Phase III: Scouting
Last week Mike and I were statically analyzing python code to detect and graph all function calls, highlighting calls to the libraries we want to upgrade. We worked out how to wrap a function call in their code such that we can see the inputs and outputs while leaving the function itself alone. To do this we needed to write a launcher that runs their code and instantiates the wrapper at the same time. We figured out how to take those inputs and outputs and plug them into a function that writes unit test scripts. This put out a slew of nose unit tests, one test for every time the function got used during the run of their code.
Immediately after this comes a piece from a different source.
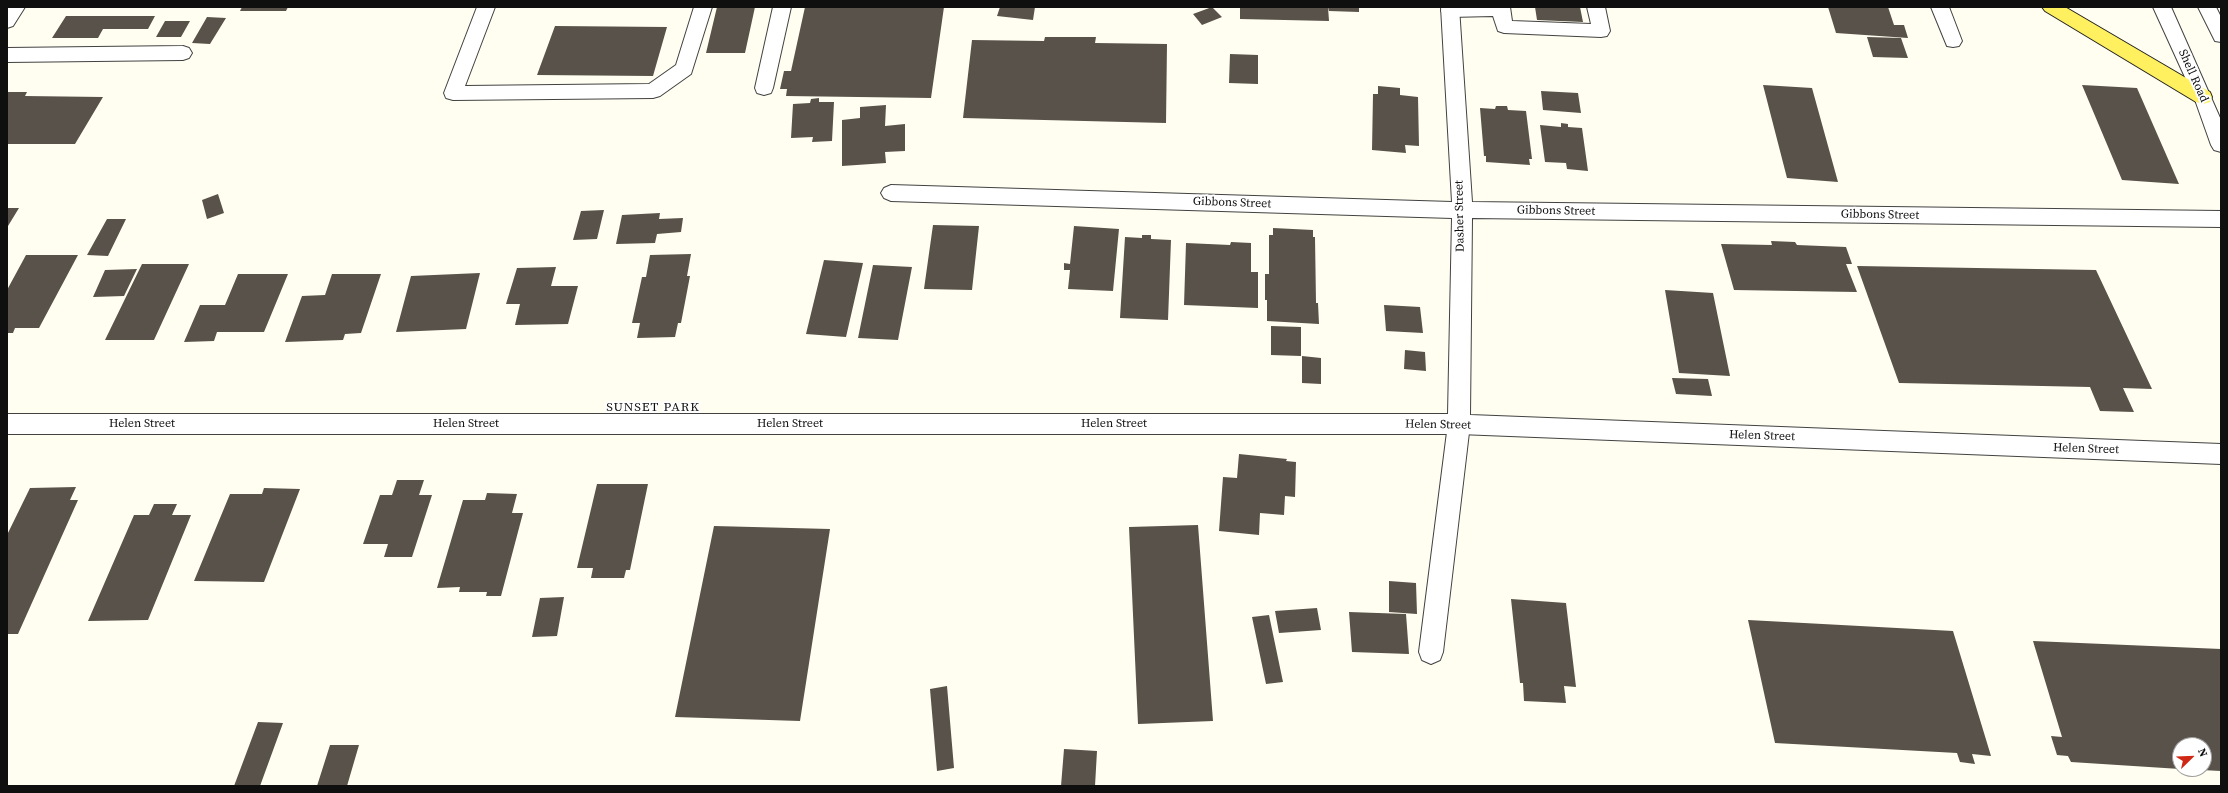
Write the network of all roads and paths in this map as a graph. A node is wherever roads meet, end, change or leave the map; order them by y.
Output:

We verified that the unit tests can work with simple data structures.
Our goal this week was to better determine the scope of the job, dig deeper into the complexities of the data and the code we were dealing with, and start wrapping up some loose ends in readiness for a demonstration of the progress we’ve made so far.
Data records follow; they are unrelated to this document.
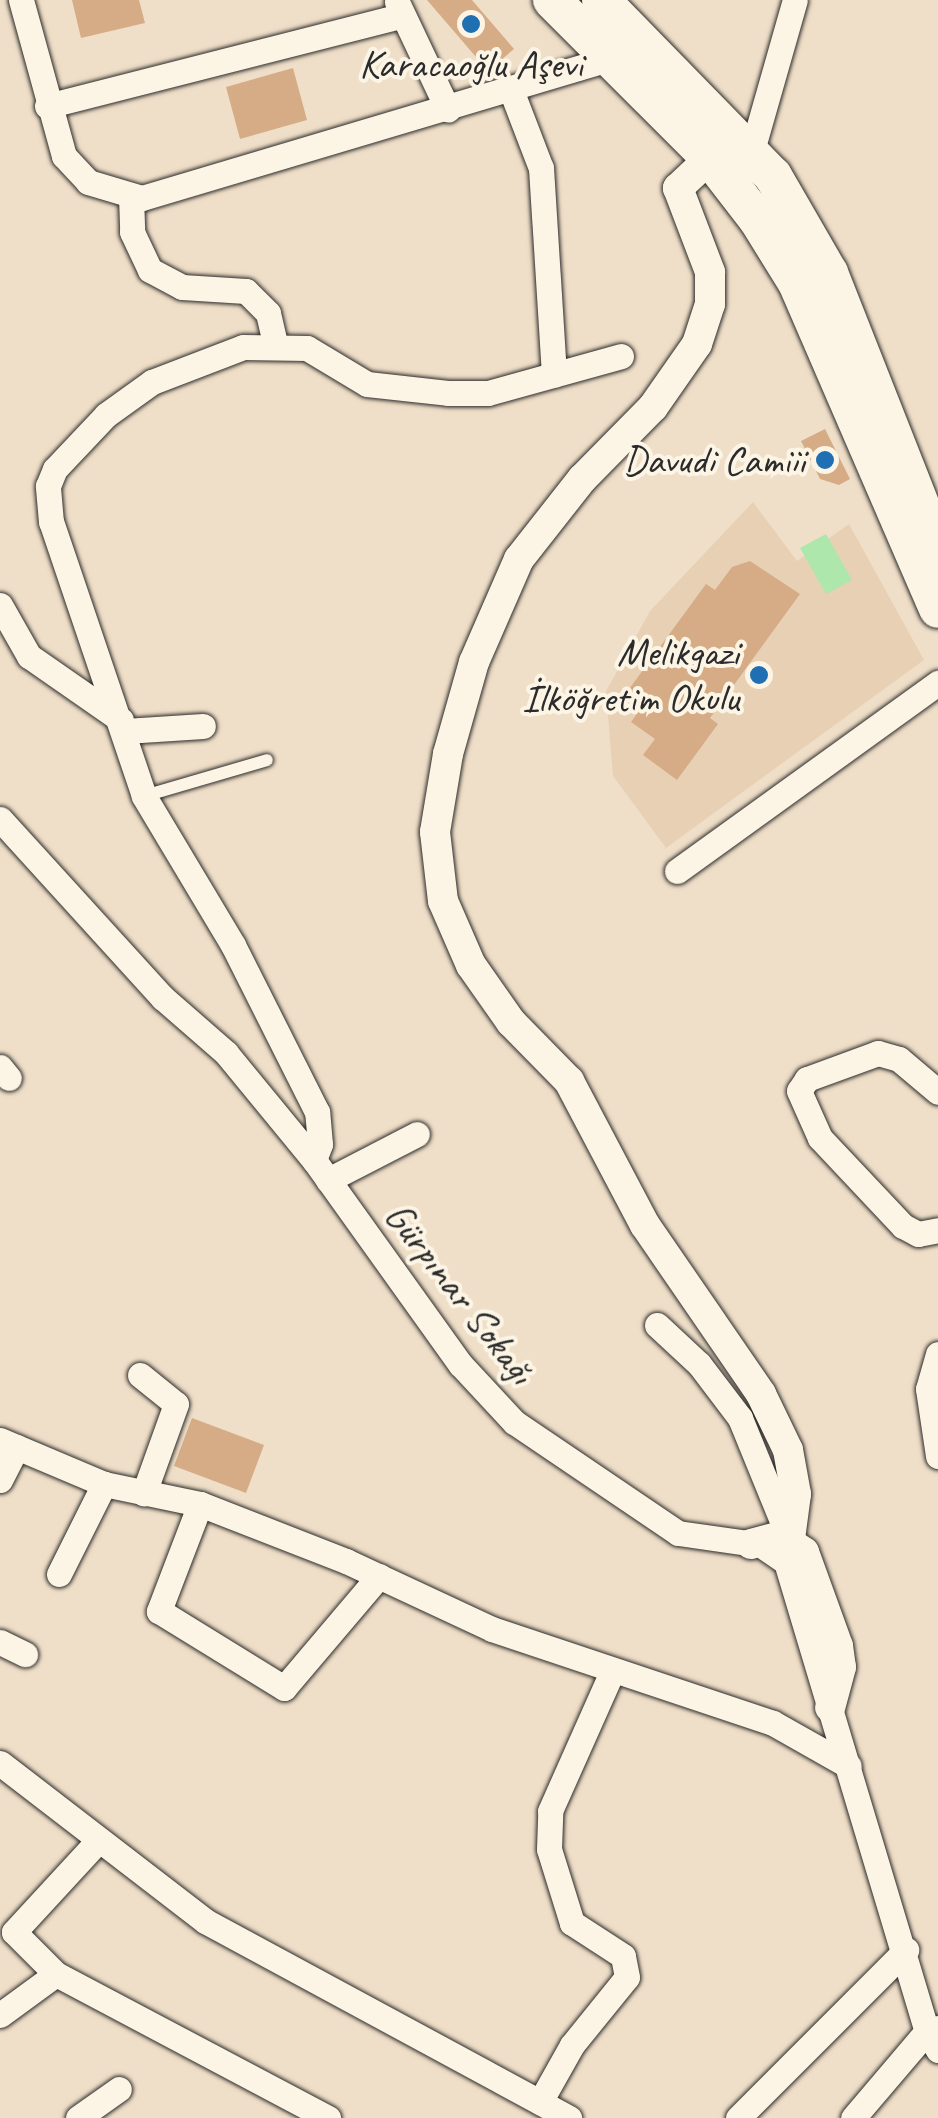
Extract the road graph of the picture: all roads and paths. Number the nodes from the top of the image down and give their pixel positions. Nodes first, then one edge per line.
1 (20, 0) edge
2 (552, 0) edge
3 (601, 0) edge
4 (795, 0) edge
5 (400, 8) edge
6 (605, 60) junction
7 (511, 90) junction
8 (46, 106) junction
9 (448, 110) junction
10 (751, 154) junction
11 (710, 158) junction
12 (131, 196) junction
13 (275, 343) junction
14 (621, 356) dead end
15 (554, 375) junction
16 (938, 550) edge
17 (0, 605) edge
18 (938, 609) edge
19 (938, 684) edge
20 (123, 726) junction
21 (203, 726) dead end
22 (267, 760) dead end
23 (144, 796) junction
24 (2, 826) edge
25 (677, 871) dead end
26 (938, 1092) edge
27 (417, 1134) dead end
28 (321, 1170) junction
29 (938, 1230) edge
30 (657, 1325) dead end
31 (938, 1354) edge
32 (140, 1376) dead end
33 (8, 1443) edge
34 (938, 1456) edge
35 (0, 1480) edge
36 (104, 1484) junction
37 (144, 1493) junction
38 (200, 1504) junction
39 (774, 1546) junction
40 (59, 1574) dead end
41 (379, 1576) junction
42 (0, 1642) edge
43 (25, 1654) dead end
44 (612, 1672) junction
45 (830, 1708) joint
46 (0, 1763) edge
47 (849, 1766) junction
48 (96, 1842) junction
49 (906, 1950) junction
50 (56, 1974) junction
51 (0, 2015) edge
52 (934, 2036) edge
53 (118, 2089) dead end
54 (540, 2102) junction
55 (78, 2118) edge
56 (328, 2118) edge
57 (569, 2118) edge
58 (738, 2118) edge
59 (853, 2118) edge

1 - 8 street
2 - 6 main road
3 - 10 main road
4 - 10 street
5 - 8 street
5 - 9 street
6 - 7 street
6 - 11 main road
7 - 9 street
7 - 15 street
8 - 12 street
9 - 12 street
10 - 16 main road
11 - 18 main road
11 - 39 street
12 - 13 street
13 - 15 street
13 - 20 street
14 - 15 street
17 - 20 street
19 - 25 street
20 - 21 street
20 - 23 street
22 - 23 lane
23 - 28 street
24 - 28 street, Gürpınar Sokağı
26 - 29 street
27 - 28 street
28 - 39 street, Gürpınar Sokağı
30 - 39 street
31 - 34 street
32 - 37 street
33 - 35 street
33 - 36 street
36 - 37 street
36 - 40 street
37 - 38 street
38 - 41 street
38 - 41 street
39 - 45 street
41 - 44 street
42 - 43 street
44 - 47 street
44 - 54 street
45 - 47 street
46 - 48 street
47 - 49 street
48 - 50 street
48 - 54 street
49 - 52 street
49 - 58 street
50 - 51 street
50 - 56 street
52 - 59 street
53 - 55 street
54 - 57 street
After we got our static call graphs to a point where we were happy with them, we turned our attention to creating a matrix showing which modules called which libraries. The point of course is to create a target for the coverage we want to get with our regression test scripts. Every call directly to pandas or numpy is a call we want to exercise, at least once, and possibly hundreds of times if the data sent through the call is highly variable.
To do this we simply made a nested list of tuples in python, with the library call as the left value and a nested list of tuples on the right – each tuple in the nested list containing the client code file and the line number of the library call. E.g.:
[ clientlib.x : 150,
clientlib.x : 167,
clientlib.y : 38 ],
[clientlib.z : 312]
We then simply saved the nested list as a JSON object and serialized it (which is just a fancy way to say we wrote it to a file). We can easily use python to deserialize and instatiate the object from the JSON file, and then manipulate and display the data however we want.
I make an analogy
I think we can all agree that while the tip of the iceberg sure looks pretty, it’s the rest of the iceberg that will sink your ship. Static analysis will only take you so far. To get the bigger picture you need to see what really happens when you run the code.
Dynamic analysis with PyCallGraph
I made a promise to revisit pycallgraph when we had a working environment and could run the client’s code. I am a man of my word. We were able to start pycallgraph and run the code within the analyzer! What it showed us was… the rest of the iceberg. Far from the handful of calls into pandas that the static analysis had led us to expect, we saw over a million calls from over 130 client modules into nearly 100 pandas modules, and a few more million calls to several hundred pandas modules originating within the pandas library. Reality sets in, if it hadn’t already – we have a lot of work ahead.
Making readable output
I really wanted to abstract away the internal pandas calls, so I decided to get pycallgraph to save the DOT file that represented the graph. I couldn’t figure out how to do it by reading the documentation, so I shot an email to Gerald Kaszuba, the creator of pycallgraph. He very kindly answered my question by pointing me to the output.generate() function of the code. In my python script to run the client code within pycallgraph I added a call to generate() the DOT code and saved it to a file.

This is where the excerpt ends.